Kilogram (WATT Balance)

International Bureau of Weights and Measures (BIPM) had decided that the kilogram will no longer be pegged to this cylinder made of 90% platinum and 10% iridium.

Background

In the last 60 years, several standard units — the second, metre, ampere, Kelvin, mole, candela and, the kilogram — have all ceased to be defined by physical objects. One metre, for instance, was a platinum-iridium bar of that measure. In 1960, the metre was defined as the distance travelled by light in vacuum in 1/299,792,458 seconds.

Kilogram

International prototype kilogram is a cylinder of platinum and platinum-iridium alloy stored at the International Bureau of Weights and Measures (BIPM). It was formed in 1875 at the Convention of the Meter as the embodiment of the official weight of a kilogram.
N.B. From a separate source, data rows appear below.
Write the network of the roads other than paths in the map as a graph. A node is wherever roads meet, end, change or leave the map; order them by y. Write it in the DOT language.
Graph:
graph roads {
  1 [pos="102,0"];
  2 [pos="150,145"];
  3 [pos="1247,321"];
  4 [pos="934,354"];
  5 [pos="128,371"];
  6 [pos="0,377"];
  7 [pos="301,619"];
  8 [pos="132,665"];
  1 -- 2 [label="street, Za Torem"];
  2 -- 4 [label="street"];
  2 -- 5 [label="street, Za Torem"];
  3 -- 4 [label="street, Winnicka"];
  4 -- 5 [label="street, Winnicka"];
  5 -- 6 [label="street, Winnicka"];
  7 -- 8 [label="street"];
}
Within 10-15 years, about 40 copies were produced and distributed to the nation signatories of the Meter Convention. Although these are stored in filtered-air environments at a constant temperature and pressure, they have picked up tens of milligrams of contaminants each decade. Thus the kilogram objects around the world no longer have exactly the same weight. These errors become magnified at both ends of the scale, leading to critical inaccuracies in descriptions of tiny objects and massive errors when measuring things at cosmic scales. That’s why in October 2017, in Paris, BIPM reviewed plans to overhaul the manner in which the standard values for the kilogram is calculated. Till recently, the kilogram was the only one among the units still pegged to a real object. After a formal vote in 2018, the kilogram will be redefined in terms of the Planck constant, the second and the metre.
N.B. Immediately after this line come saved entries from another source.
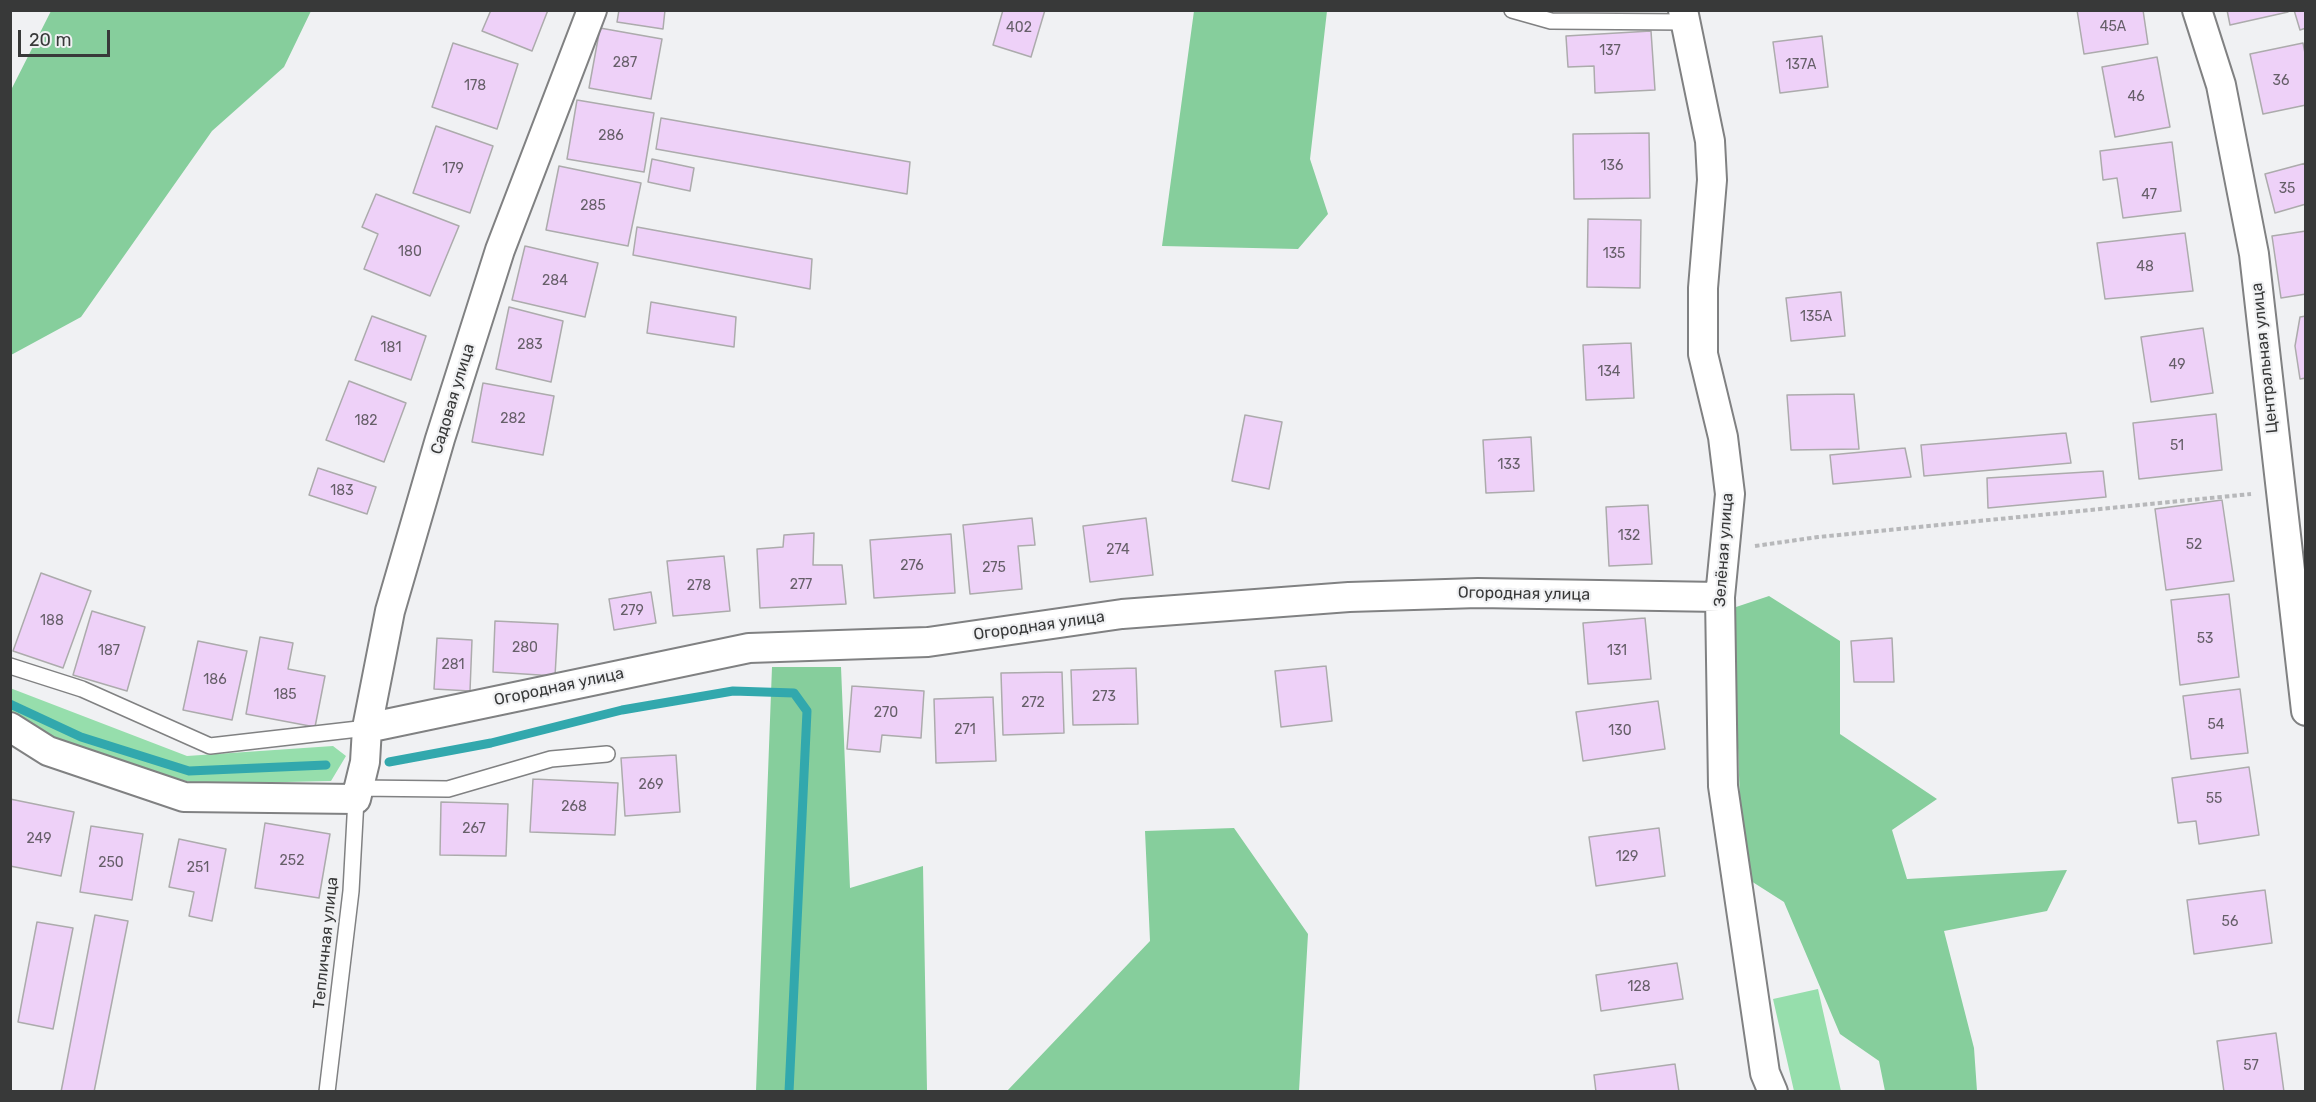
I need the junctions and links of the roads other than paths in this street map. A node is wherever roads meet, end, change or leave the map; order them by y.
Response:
1 (592, 10) edge
2 (1512, 10) edge
3 (2197, 10) edge
4 (1685, 16) edge
5 (1720, 597) junction
6 (10, 666) edge
7 (2306, 711) edge
8 (10, 727) edge
9 (367, 728) junction
10 (607, 754) dead end
11 (357, 794) junction
12 (327, 1092) edge
13 (1773, 1092) edge

1 - 9 street, Садовая улица
2 - 4 lane
3 - 7 street, Центральная улица
4 - 5 street, Зелёная улица
5 - 9 street, Огородная улица
5 - 13 street, Зелёная улица
6 - 9 lane
8 - 11 street
9 - 11 street, Садовая улица
10 - 11 lane
11 - 12 lane, Тепличная улица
Kibble balance (or watt balance)
Watt Balance

Watt balance compares mechanical power with electromagnetic power using two separate experiments. First, a current is run through a coil inamagnetic field to create a force that counterbalances a known physical mass. Then, the coil is moved through the field to create a voltage. By measuring the speed as well as experimental values that relate the voltage and current to Planck’s constant, scientists can precisely determine the weight of mass in kilograms.